> [WORK REQUIRED]:
Check each line below for the word "WALK". Then give only how many lines have it.

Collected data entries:
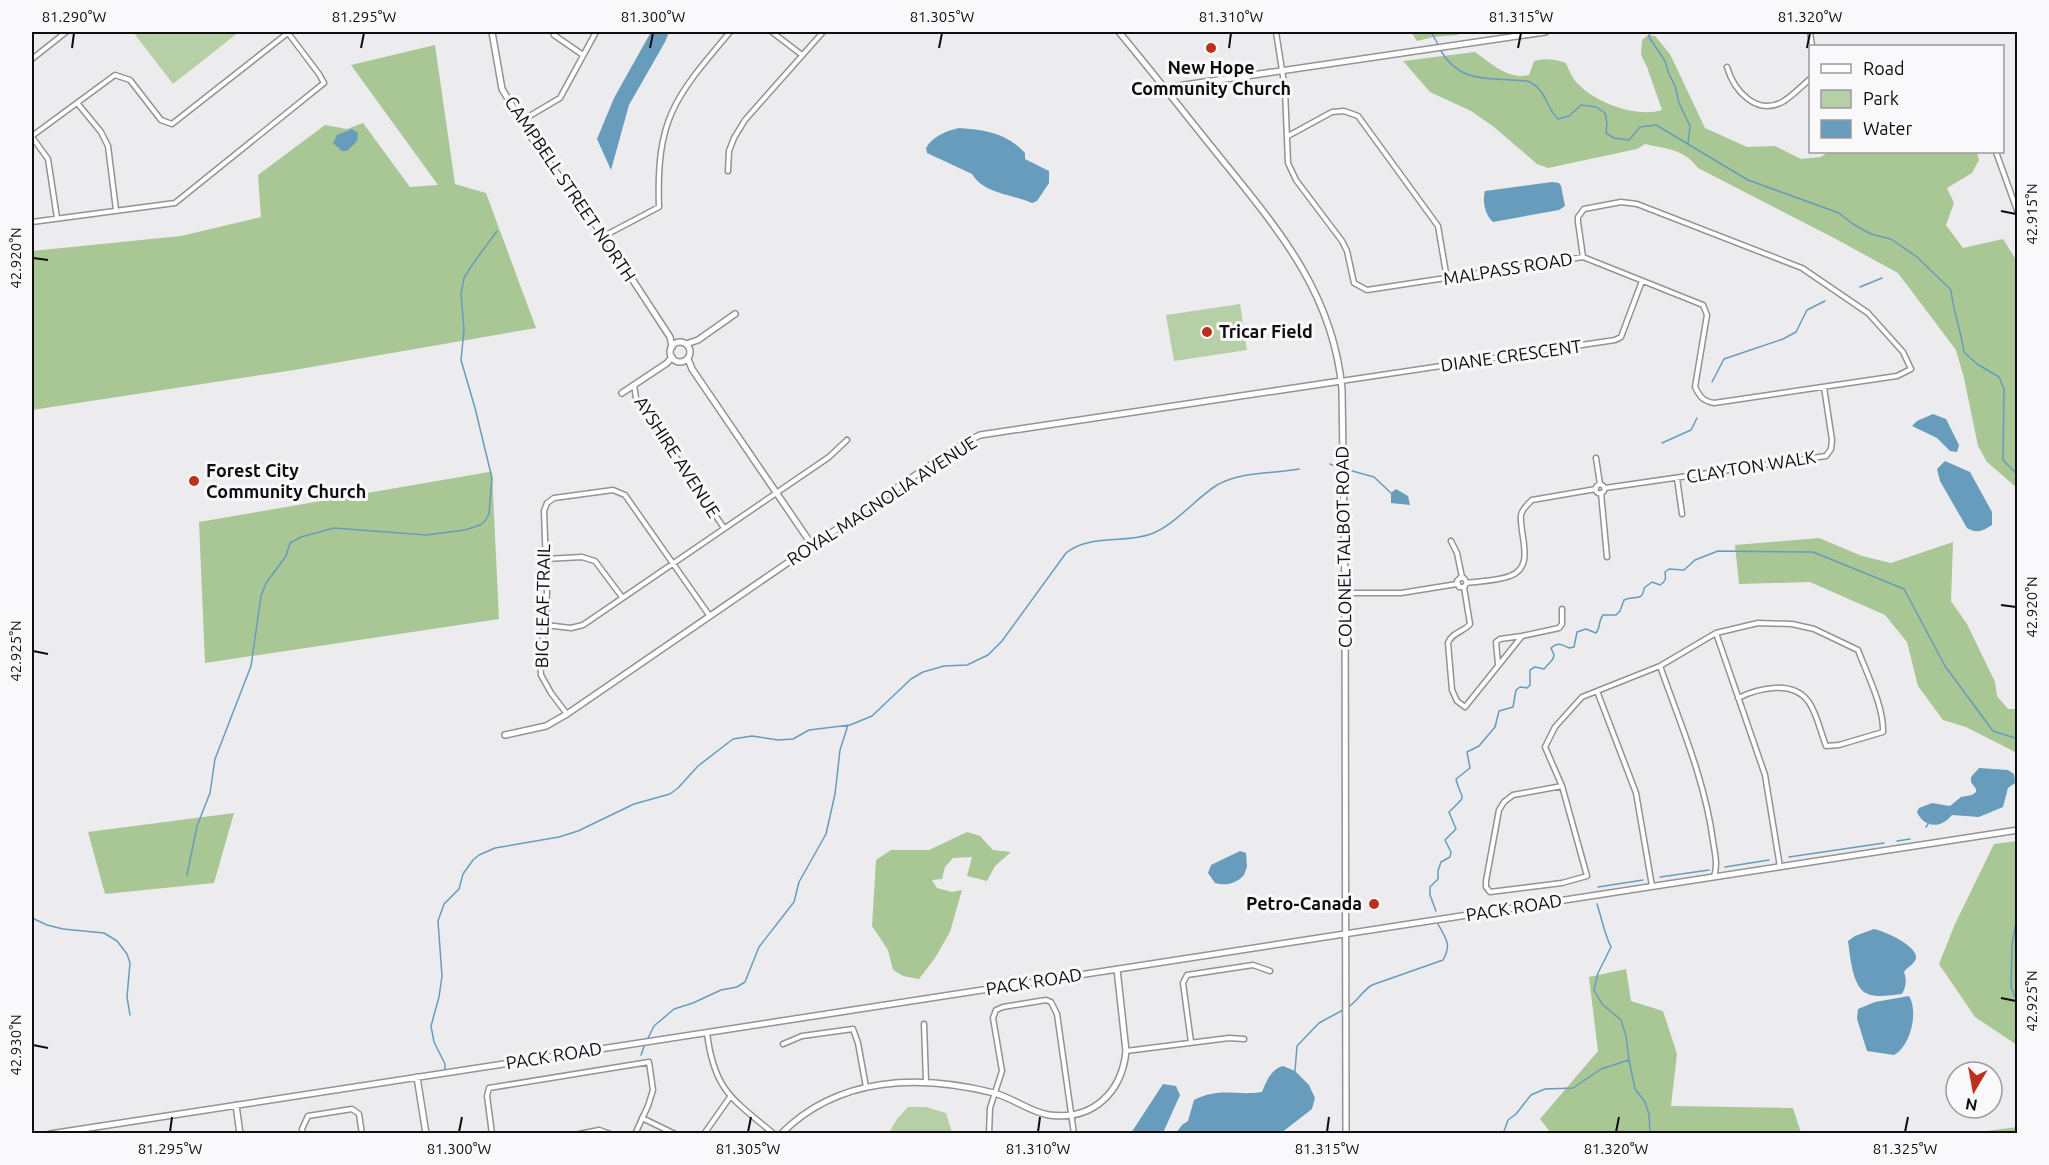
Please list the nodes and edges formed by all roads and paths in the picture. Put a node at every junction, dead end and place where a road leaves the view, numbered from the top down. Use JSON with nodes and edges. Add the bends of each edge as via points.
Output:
{"nodes":[{"id":1,"x":66,"y":32,"type":"edge"},
{"id":2,"x":289,"y":32,"type":"edge"},
{"id":3,"x":492,"y":32,"type":"edge"},
{"id":4,"x":553,"y":32,"type":"edge"},
{"id":5,"x":596,"y":32,"type":"edge"},
{"id":6,"x":730,"y":32,"type":"edge"},
{"id":7,"x":772,"y":32,"type":"edge"},
{"id":8,"x":823,"y":32,"type":"edge"},
{"id":9,"x":1119,"y":32,"type":"edge"},
{"id":10,"x":1277,"y":32,"type":"edge"},
{"id":11,"x":1545,"y":32,"type":"edge"},
{"id":12,"x":583,"y":55,"type":"junction"},
{"id":13,"x":801,"y":55,"type":"junction"},
{"id":14,"x":32,"y":59,"type":"edge"},
{"id":15,"x":1727,"y":67,"type":"dead end"},
{"id":16,"x":1281,"y":69,"type":"junction"},
{"id":17,"x":1809,"y":80,"type":"edge"},
{"id":18,"x":1164,"y":88,"type":"junction"},
{"id":19,"x":78,"y":104,"type":"junction"},
{"id":20,"x":521,"y":120,"type":"junction"},
{"id":21,"x":1288,"y":136,"type":"junction"},
{"id":22,"x":32,"y":137,"type":"edge"},
{"id":23,"x":1996,"y":153,"type":"edge"},
{"id":24,"x":728,"y":171,"type":"dead end"},
{"id":25,"x":116,"y":210,"type":"junction"},
{"id":26,"x":2018,"y":213,"type":"edge"},
{"id":27,"x":57,"y":218,"type":"junction"},
{"id":28,"x":32,"y":222,"type":"edge"},
{"id":29,"x":604,"y":236,"type":"junction"},
{"id":30,"x":1583,"y":257,"type":"junction"},
{"id":31,"x":1447,"y":279,"type":"junction"},
{"id":32,"x":1642,"y":281,"type":"junction"},
{"id":33,"x":735,"y":314,"type":"dead end"},
{"id":34,"x":670,"y":337,"type":"junction"},
{"id":35,"x":698,"y":340,"type":"junction"},
{"id":36,"x":679,"y":343,"type":"junction"},
{"id":37,"x":686,"y":344,"type":"junction"},
{"id":38,"x":672,"y":347,"type":"junction"},
{"id":39,"x":690,"y":351,"type":"junction"},
{"id":40,"x":679,"y":360,"type":"junction"},
{"id":41,"x":1341,"y":381,"type":"junction"},
{"id":42,"x":634,"y":385,"type":"junction"},
{"id":43,"x":1824,"y":387,"type":"junction"},
{"id":44,"x":623,"y":392,"type":"joint"},
{"id":45,"x":635,"y":395,"type":"junction"},
{"id":46,"x":847,"y":440,"type":"dead end"},
{"id":47,"x":1596,"y":458,"type":"dead end"},
{"id":48,"x":1677,"y":478,"type":"junction"},
{"id":49,"x":1600,"y":484,"type":"junction"},
{"id":50,"x":1605,"y":488,"type":"junction"},
{"id":51,"x":1596,"y":489,"type":"junction"},
{"id":52,"x":776,"y":492,"type":"junction"},
{"id":53,"x":1601,"y":493,"type":"junction"},
{"id":54,"x":1682,"y":514,"type":"dead end"},
{"id":55,"x":724,"y":528,"type":"junction"},
{"id":56,"x":1452,"y":541,"type":"dead end"},
{"id":57,"x":812,"y":545,"type":"junction"},
{"id":58,"x":1607,"y":557,"type":"dead end"},
{"id":59,"x":545,"y":559,"type":"junction"},
{"id":60,"x":673,"y":563,"type":"junction"},
{"id":61,"x":1462,"y":578,"type":"junction"},
{"id":62,"x":1467,"y":583,"type":"junction"},
{"id":63,"x":1457,"y":584,"type":"junction"},
{"id":64,"x":1464,"y":587,"type":"junction"},
{"id":65,"x":1345,"y":593,"type":"junction"},
{"id":66,"x":622,"y":597,"type":"junction"},
{"id":67,"x":1562,"y":609,"type":"dead end"},
{"id":68,"x":710,"y":615,"type":"junction"},
{"id":69,"x":545,"y":625,"type":"junction"},
{"id":70,"x":1716,"y":633,"type":"junction"},
{"id":71,"x":1522,"y":636,"type":"junction"},
{"id":72,"x":1498,"y":665,"type":"junction"},
{"id":73,"x":1660,"y":666,"type":"junction"},
{"id":74,"x":1597,"y":690,"type":"junction"},
{"id":75,"x":1738,"y":698,"type":"junction"},
{"id":76,"x":567,"y":714,"type":"junction"},
{"id":77,"x":506,"y":735,"type":"dead end"},
{"id":78,"x":1562,"y":786,"type":"junction"},
{"id":79,"x":2018,"y":830,"type":"edge"},
{"id":80,"x":1779,"y":867,"type":"junction"},
{"id":81,"x":1714,"y":877,"type":"junction"},
{"id":82,"x":1652,"y":886,"type":"junction"},
{"id":83,"x":1346,"y":933,"type":"junction"},
{"id":84,"x":1117,"y":969,"type":"junction"},
{"id":85,"x":1270,"y":971,"type":"dead end"},
{"id":86,"x":924,"y":1024,"type":"dead end"},
{"id":87,"x":707,"y":1033,"type":"junction"},
{"id":88,"x":1244,"y":1039,"type":"dead end"},
{"id":89,"x":1191,"y":1042,"type":"junction"},
{"id":90,"x":783,"y":1044,"type":"dead end"},
{"id":91,"x":1126,"y":1051,"type":"junction"},
{"id":92,"x":417,"y":1077,"type":"junction"},
{"id":93,"x":927,"y":1081,"type":"junction"},
{"id":94,"x":866,"y":1087,"type":"junction"},
{"id":95,"x":996,"y":1093,"type":"junction"},
{"id":96,"x":730,"y":1097,"type":"junction"},
{"id":97,"x":236,"y":1105,"type":"junction"},
{"id":98,"x":1071,"y":1114,"type":"junction"},
{"id":99,"x":642,"y":1118,"type":"junction"},
{"id":100,"x":50,"y":1134,"type":"edge"},
{"id":101,"x":240,"y":1134,"type":"edge"},
{"id":102,"x":303,"y":1134,"type":"edge"},
{"id":103,"x":362,"y":1134,"type":"edge"},
{"id":104,"x":426,"y":1134,"type":"edge"},
{"id":105,"x":492,"y":1134,"type":"edge"},
{"id":106,"x":579,"y":1134,"type":"edge"},
{"id":107,"x":610,"y":1134,"type":"edge"},
{"id":108,"x":635,"y":1134,"type":"edge"},
{"id":109,"x":675,"y":1134,"type":"edge"},
{"id":110,"x":704,"y":1134,"type":"edge"},
{"id":111,"x":774,"y":1134,"type":"edge"},
{"id":112,"x":781,"y":1134,"type":"edge"},
{"id":113,"x":989,"y":1134,"type":"edge"},
{"id":114,"x":1074,"y":1134,"type":"edge"},
{"id":115,"x":1346,"y":1134,"type":"edge"}],
"edges":[{"from":1,"to":14,"type":"street"},
{"from":2,"to":19,"type":"street","via":[[172,124],[161,120],[130,80],[115,75]]},
{"from":2,"to":25,"type":"street","via":[[324,83],[175,203]]},
{"from":3,"to":20,"type":"street","name":"CAMPBELL STREET NORTH","via":[[502,89]]},
{"from":4,"to":12,"type":"street"},
{"from":5,"to":12,"type":"street"},
{"from":6,"to":29,"type":"street","via":[[691,78],[669,116],[658,162],[659,207]]},
{"from":7,"to":13,"type":"street"},
{"from":8,"to":13,"type":"street"},
{"from":9,"to":18,"type":"street","name":"COLONEL TALBOT ROAD"},
{"from":10,"to":16,"type":"street","name":"MALPASS ROAD"},
{"from":11,"to":16,"type":"street"},
{"from":12,"to":20,"type":"street","via":[[560,98]]},
{"from":13,"to":24,"type":"street","via":[[745,120],[729,151]]},
{"from":15,"to":17,"type":"street","via":[[1734,85],[1757,105],[1784,101]]},
{"from":16,"to":18,"type":"street"},
{"from":16,"to":21,"type":"street","name":"MALPASS ROAD"},
{"from":18,"to":41,"type":"street","name":"COLONEL TALBOT ROAD","via":[[1277,229],[1308,275],[1329,325]]},
{"from":19,"to":22,"type":"street"},
{"from":19,"to":25,"type":"street","via":[[108,146]]},
{"from":20,"to":29,"type":"street","name":"CAMPBELL STREET NORTH"},
{"from":21,"to":31,"type":"street","name":"MALPASS ROAD","via":[[1288,163],[1296,180],[1342,241],[1354,283],[1367,290]]},
{"from":21,"to":31,"type":"street","via":[[1332,112],[1358,116],[1438,226]]},
{"from":22,"to":27,"type":"street","via":[[48,159]]},
{"from":23,"to":26,"type":"street"},
{"from":25,"to":27,"type":"street"},
{"from":27,"to":28,"type":"street"},
{"from":29,"to":34,"type":"street","name":"CAMPBELL STREET NORTH"},
{"from":30,"to":31,"type":"street","name":"MALPASS ROAD"},
{"from":30,"to":32,"type":"street","name":"MALPASS ROAD"},
{"from":30,"to":43,"type":"street","name":"MALPASS ROAD","via":[[1578,217],[1584,209],[1621,202],[1665,214],[1802,268],[1868,313],[1903,352],[1911,369],[1897,376]]},
{"from":32,"to":41,"type":"street","name":"DIANE CRESCENT","via":[[1622,337],[1616,340]]},
{"from":32,"to":43,"type":"street","name":"MALPASS ROAD","via":[[1703,305],[1707,315],[1695,387],[1706,402]]},
{"from":33,"to":35,"type":"street"},
{"from":34,"to":36,"type":"street","name":"CAMPBELL STREET NORTH"},
{"from":34,"to":38,"type":"street","name":"CAMPBELL STREET NORTH"},
{"from":35,"to":37,"type":"street"},
{"from":35,"to":39,"type":"street"},
{"from":36,"to":37,"type":"street"},
{"from":36,"to":38,"type":"street"},
{"from":37,"to":39,"type":"street"},
{"from":38,"to":40,"type":"street","via":[[670,352]]},
{"from":39,"to":40,"type":"street"},
{"from":40,"to":42,"type":"street","name":"AYSHIRE AVENUE","via":[[667,363]]},
{"from":40,"to":52,"type":"street","via":[[692,369]]},
{"from":41,"to":57,"type":"street","name":"ROYAL MAGNOLIA AVENUE","via":[[980,435]]},
{"from":41,"to":65,"type":"street","name":"COLONEL TALBOT ROAD"},
{"from":42,"to":44,"type":"street","name":"AYSHIRE AVENUE"},
{"from":42,"to":45,"type":"street","name":"AYSHIRE AVENUE"},
{"from":43,"to":48,"type":"street","name":"CLAYTON WALK","via":[[1832,440],[1826,456]]},
{"from":44,"to":45,"type":"street"},
{"from":45,"to":55,"type":"street","name":"AYSHIRE AVENUE"},
{"from":46,"to":52,"type":"street","via":[[829,457]]},
{"from":47,"to":49,"type":"street"},
{"from":48,"to":50,"type":"street","name":"CLAYTON WALK"},
{"from":48,"to":54,"type":"street"},
{"from":49,"to":50,"type":"street"},
{"from":49,"to":51,"type":"street"},
{"from":50,"to":53,"type":"street"},
{"from":51,"to":53,"type":"street"},
{"from":51,"to":62,"type":"street","via":[[1532,500],[1521,515],[1525,555],[1518,571],[1511,576]]},
{"from":52,"to":55,"type":"street"},
{"from":52,"to":57,"type":"street"},
{"from":53,"to":58,"type":"street"},
{"from":55,"to":60,"type":"street"},
{"from":56,"to":61,"type":"street"},
{"from":57,"to":68,"type":"street","name":"ROYAL MAGNOLIA AVENUE"},
{"from":59,"to":60,"type":"street","name":"BIG LEAF TRAIL","via":[[547,503],[554,498],[614,490],[624,495]]},
{"from":59,"to":66,"type":"street","via":[[582,557],[595,561]]},
{"from":59,"to":69,"type":"street","name":"BIG LEAF TRAIL"},
{"from":60,"to":66,"type":"street"},
{"from":60,"to":68,"type":"street","name":"BIG LEAF TRAIL"},
{"from":61,"to":62,"type":"street"},
{"from":61,"to":63,"type":"street"},
{"from":62,"to":64,"type":"street"},
{"from":63,"to":64,"type":"street"},
{"from":63,"to":65,"type":"street","via":[[1401,593]]},
{"from":64,"to":72,"type":"street","via":[[1470,624],[1448,643],[1452,690],[1457,700],[1465,706]]},
{"from":65,"to":83,"type":"street","name":"COLONEL TALBOT ROAD"},
{"from":66,"to":69,"type":"street","via":[[584,625]]},
{"from":67,"to":71,"type":"street","via":[[1559,628]]},
{"from":68,"to":76,"type":"street","name":"ROYAL MAGNOLIA AVENUE"},
{"from":69,"to":76,"type":"street","name":"BIG LEAF TRAIL","via":[[541,675]]},
{"from":70,"to":73,"type":"street"},
{"from":70,"to":75,"type":"street"},
{"from":70,"to":75,"type":"street","via":[[1758,623],[1792,624],[1814,629],[1858,650],[1881,714],[1883,732],[1839,746],[1826,746],[1809,702],[1796,690],[1753,690]]},
{"from":71,"to":72,"type":"street"},
{"from":71,"to":72,"type":"street","via":[[1496,642]]},
{"from":73,"to":74,"type":"street"},
{"from":73,"to":81,"type":"street","via":[[1710,816],[1718,866]]},
{"from":74,"to":78,"type":"street","via":[[1582,697],[1555,727],[1545,747]]},
{"from":74,"to":82,"type":"street","via":[[1636,793]]},
{"from":75,"to":80,"type":"street","via":[[1765,775]]},
{"from":76,"to":77,"type":"street","name":"ROYAL MAGNOLIA AVENUE","via":[[546,726]]},
{"from":78,"to":78,"type":"street","via":[[1587,876],[1490,892],[1486,881],[1499,810],[1504,802],[1513,795]]},
{"from":79,"to":80,"type":"street","name":"PACK ROAD"},
{"from":80,"to":81,"type":"street","name":"PACK ROAD"},
{"from":81,"to":82,"type":"street","name":"PACK ROAD"},
{"from":82,"to":83,"type":"street","name":"PACK ROAD"},
{"from":83,"to":84,"type":"street","name":"PACK ROAD"},
{"from":83,"to":115,"type":"street","name":"COLONEL TALBOT ROAD"},
{"from":84,"to":87,"type":"street","name":"PACK ROAD"},
{"from":84,"to":91,"type":"street"},
{"from":85,"to":89,"type":"street","via":[[1253,965],[1186,975],[1183,983]]},
{"from":86,"to":93,"type":"street"},
{"from":87,"to":92,"type":"street","name":"PACK ROAD"},
{"from":87,"to":96,"type":"street","via":[[714,1066]]},
{"from":88,"to":89,"type":"street"},
{"from":89,"to":91,"type":"street"},
{"from":90,"to":94,"type":"street","via":[[802,1036],[853,1029]]},
{"from":91,"to":98,"type":"street","via":[[1111,1095],[1094,1108]]},
{"from":92,"to":97,"type":"street","name":"PACK ROAD"},
{"from":92,"to":104,"type":"street"},
{"from":93,"to":94,"type":"street"},
{"from":93,"to":95,"type":"street"},
{"from":94,"to":112,"type":"street","via":[[814,1106]]},
{"from":95,"to":98,"type":"street","via":[[1050,1115]]},
{"from":95,"to":98,"type":"street","via":[[1002,1071],[993,1018],[996,1010],[1046,1000],[1057,1014]]},
{"from":95,"to":113,"type":"street","via":[[990,1108]]},
{"from":96,"to":110,"type":"street"},
{"from":96,"to":111,"type":"street"},
{"from":97,"to":100,"type":"street","name":"PACK ROAD"},
{"from":97,"to":101,"type":"street"},
{"from":98,"to":114,"type":"street"},
{"from":99,"to":105,"type":"street","via":[[653,1090],[649,1062],[489,1088]]},
{"from":99,"to":108,"type":"street"},
{"from":99,"to":109,"type":"street"},
{"from":102,"to":103,"type":"street","via":[[308,1116],[352,1109],[359,1114]]},
{"from":106,"to":107,"type":"street","via":[[599,1130]]}]}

> [REPLY]:
2